Your task — Run through the data and copy out every line that mentions the word "曽根服部緑地線".

Data listing —
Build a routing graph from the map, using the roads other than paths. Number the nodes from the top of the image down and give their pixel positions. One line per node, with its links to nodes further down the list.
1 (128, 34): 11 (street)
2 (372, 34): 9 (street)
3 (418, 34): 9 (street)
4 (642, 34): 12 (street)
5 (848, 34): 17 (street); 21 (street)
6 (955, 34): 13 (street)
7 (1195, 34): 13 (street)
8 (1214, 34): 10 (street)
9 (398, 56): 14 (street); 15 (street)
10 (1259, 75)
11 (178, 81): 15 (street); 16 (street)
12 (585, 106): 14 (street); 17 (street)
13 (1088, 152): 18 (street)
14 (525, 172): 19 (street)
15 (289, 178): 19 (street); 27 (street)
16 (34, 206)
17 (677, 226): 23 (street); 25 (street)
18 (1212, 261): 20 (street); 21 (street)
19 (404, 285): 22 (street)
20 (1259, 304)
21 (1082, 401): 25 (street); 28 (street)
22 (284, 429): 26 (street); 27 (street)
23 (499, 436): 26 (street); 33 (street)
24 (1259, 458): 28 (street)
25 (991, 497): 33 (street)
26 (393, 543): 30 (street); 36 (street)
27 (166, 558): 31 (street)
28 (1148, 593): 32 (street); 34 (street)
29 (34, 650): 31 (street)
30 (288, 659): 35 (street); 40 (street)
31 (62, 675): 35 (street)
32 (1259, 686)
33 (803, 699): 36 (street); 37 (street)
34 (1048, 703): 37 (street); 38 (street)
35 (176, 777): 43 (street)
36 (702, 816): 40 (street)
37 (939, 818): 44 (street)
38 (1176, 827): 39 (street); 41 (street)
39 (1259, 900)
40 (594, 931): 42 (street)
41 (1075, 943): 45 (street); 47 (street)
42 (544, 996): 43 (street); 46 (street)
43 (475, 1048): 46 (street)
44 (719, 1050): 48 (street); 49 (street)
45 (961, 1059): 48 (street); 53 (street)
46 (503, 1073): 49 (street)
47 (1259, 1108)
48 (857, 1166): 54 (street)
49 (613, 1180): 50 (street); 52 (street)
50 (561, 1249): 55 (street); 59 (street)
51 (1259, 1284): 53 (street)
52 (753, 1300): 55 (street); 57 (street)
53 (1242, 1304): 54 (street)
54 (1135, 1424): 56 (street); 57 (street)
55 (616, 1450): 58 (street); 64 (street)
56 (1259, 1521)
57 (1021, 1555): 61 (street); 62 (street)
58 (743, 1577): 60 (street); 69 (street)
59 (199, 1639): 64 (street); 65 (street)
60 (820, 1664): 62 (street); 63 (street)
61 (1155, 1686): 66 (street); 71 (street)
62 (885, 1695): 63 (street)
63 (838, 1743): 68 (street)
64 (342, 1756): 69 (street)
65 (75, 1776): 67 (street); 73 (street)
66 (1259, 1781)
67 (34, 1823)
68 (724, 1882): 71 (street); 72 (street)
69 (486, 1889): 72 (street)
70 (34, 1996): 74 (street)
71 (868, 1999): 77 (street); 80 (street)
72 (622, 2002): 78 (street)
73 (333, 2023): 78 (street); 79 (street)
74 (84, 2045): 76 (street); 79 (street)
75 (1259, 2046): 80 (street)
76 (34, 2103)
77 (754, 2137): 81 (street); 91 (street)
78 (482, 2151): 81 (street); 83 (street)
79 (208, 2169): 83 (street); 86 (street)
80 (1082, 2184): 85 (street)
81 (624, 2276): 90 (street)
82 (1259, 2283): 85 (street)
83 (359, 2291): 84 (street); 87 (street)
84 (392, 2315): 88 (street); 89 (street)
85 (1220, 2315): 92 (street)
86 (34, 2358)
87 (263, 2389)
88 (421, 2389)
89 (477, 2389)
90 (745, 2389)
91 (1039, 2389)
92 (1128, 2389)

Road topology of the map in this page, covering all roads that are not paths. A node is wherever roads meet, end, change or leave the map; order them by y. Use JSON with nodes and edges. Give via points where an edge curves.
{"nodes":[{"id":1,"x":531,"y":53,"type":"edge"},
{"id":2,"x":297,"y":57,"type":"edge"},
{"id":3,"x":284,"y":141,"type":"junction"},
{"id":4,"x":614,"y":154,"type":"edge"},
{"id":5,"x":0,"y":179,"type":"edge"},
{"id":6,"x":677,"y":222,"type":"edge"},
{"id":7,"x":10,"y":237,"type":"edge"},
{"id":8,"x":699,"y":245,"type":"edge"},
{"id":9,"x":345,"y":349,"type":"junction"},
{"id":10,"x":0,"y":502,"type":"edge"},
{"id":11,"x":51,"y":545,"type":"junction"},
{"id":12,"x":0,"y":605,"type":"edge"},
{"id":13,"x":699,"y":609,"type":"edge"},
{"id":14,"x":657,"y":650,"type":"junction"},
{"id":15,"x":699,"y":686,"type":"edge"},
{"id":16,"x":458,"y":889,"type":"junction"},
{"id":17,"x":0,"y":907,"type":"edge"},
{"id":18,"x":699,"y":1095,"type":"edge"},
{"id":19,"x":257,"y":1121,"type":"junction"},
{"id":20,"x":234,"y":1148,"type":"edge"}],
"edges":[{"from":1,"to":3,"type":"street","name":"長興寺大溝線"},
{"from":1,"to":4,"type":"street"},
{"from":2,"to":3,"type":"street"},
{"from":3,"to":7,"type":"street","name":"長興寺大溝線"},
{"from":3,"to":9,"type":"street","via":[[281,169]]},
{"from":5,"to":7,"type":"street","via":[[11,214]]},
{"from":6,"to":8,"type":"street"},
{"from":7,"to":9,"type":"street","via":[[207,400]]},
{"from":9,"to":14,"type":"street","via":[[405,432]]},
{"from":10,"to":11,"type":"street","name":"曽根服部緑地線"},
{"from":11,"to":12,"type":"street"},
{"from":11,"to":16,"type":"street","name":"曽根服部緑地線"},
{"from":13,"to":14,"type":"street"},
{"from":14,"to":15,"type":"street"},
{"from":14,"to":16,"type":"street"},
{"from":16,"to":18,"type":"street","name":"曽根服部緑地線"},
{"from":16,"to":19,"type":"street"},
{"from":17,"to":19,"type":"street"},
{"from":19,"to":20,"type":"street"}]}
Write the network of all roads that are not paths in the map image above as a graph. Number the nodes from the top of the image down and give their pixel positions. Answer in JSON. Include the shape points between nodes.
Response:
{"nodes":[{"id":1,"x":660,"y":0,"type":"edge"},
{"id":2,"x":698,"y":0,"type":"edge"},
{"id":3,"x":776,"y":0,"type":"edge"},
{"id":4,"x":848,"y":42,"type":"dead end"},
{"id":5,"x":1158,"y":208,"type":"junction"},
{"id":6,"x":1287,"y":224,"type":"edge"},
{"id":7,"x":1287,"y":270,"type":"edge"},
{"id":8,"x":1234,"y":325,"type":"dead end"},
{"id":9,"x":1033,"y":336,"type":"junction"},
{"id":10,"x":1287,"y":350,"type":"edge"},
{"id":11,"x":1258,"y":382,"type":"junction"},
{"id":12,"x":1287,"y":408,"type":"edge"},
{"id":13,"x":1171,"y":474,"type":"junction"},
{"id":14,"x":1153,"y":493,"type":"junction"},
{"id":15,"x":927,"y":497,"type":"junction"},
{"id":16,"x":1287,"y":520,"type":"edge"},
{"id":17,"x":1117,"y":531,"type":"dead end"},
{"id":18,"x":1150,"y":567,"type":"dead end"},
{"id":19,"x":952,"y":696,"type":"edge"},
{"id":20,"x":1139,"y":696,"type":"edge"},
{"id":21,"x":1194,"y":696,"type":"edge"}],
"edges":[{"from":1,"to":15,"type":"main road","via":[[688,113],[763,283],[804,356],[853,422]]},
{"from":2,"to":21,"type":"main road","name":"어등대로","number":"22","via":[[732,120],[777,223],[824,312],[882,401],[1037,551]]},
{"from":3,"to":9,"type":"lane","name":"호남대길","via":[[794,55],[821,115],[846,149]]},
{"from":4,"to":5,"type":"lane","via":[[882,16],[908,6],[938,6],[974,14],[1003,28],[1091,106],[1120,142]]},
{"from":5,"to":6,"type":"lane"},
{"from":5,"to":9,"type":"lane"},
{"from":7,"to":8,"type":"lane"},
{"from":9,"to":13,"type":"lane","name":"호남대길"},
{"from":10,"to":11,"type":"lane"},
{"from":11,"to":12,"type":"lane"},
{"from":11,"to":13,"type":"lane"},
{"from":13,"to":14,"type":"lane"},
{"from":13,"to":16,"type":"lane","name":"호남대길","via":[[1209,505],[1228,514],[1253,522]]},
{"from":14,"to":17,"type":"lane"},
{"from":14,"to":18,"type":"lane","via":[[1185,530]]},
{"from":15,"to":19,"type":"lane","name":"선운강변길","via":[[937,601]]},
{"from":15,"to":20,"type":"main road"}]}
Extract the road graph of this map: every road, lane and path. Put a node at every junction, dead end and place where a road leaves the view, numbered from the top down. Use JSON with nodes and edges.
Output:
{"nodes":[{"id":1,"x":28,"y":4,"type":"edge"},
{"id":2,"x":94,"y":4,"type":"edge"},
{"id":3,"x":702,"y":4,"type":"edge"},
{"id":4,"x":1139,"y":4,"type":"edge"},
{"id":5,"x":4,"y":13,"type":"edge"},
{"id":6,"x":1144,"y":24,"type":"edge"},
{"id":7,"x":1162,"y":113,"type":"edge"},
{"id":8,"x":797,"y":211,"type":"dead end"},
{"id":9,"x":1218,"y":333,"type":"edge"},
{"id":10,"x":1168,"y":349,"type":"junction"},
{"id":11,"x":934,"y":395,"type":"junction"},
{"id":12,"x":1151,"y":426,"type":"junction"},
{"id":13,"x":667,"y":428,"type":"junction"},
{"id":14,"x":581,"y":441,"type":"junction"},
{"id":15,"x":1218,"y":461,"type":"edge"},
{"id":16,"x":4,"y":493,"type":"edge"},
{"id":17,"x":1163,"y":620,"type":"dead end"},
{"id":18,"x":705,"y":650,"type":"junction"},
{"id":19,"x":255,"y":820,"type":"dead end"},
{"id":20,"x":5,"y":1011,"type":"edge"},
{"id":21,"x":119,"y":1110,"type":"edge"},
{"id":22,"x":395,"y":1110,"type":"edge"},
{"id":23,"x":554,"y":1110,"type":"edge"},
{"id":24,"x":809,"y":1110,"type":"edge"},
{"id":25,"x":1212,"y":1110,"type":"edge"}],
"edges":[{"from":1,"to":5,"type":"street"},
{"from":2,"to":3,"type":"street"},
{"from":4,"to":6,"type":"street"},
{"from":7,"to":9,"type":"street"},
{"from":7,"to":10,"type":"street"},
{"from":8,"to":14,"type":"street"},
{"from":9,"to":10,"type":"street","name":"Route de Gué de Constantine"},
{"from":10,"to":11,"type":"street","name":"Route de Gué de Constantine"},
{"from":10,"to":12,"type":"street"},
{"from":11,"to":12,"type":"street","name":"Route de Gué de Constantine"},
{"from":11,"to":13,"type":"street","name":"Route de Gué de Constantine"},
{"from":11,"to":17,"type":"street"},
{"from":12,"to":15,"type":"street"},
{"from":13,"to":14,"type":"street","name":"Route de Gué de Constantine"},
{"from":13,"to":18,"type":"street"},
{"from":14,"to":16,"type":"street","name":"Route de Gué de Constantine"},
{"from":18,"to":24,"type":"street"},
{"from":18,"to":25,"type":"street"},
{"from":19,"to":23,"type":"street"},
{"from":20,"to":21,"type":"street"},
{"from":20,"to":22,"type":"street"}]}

Final answer —
{"from":10,"to":11,"type":"street","name":"曽根服部緑地線"},
{"from":11,"to":16,"type":"street","name":"曽根服部緑地線"},
{"from":16,"to":18,"type":"street","name":"曽根服部緑地線"},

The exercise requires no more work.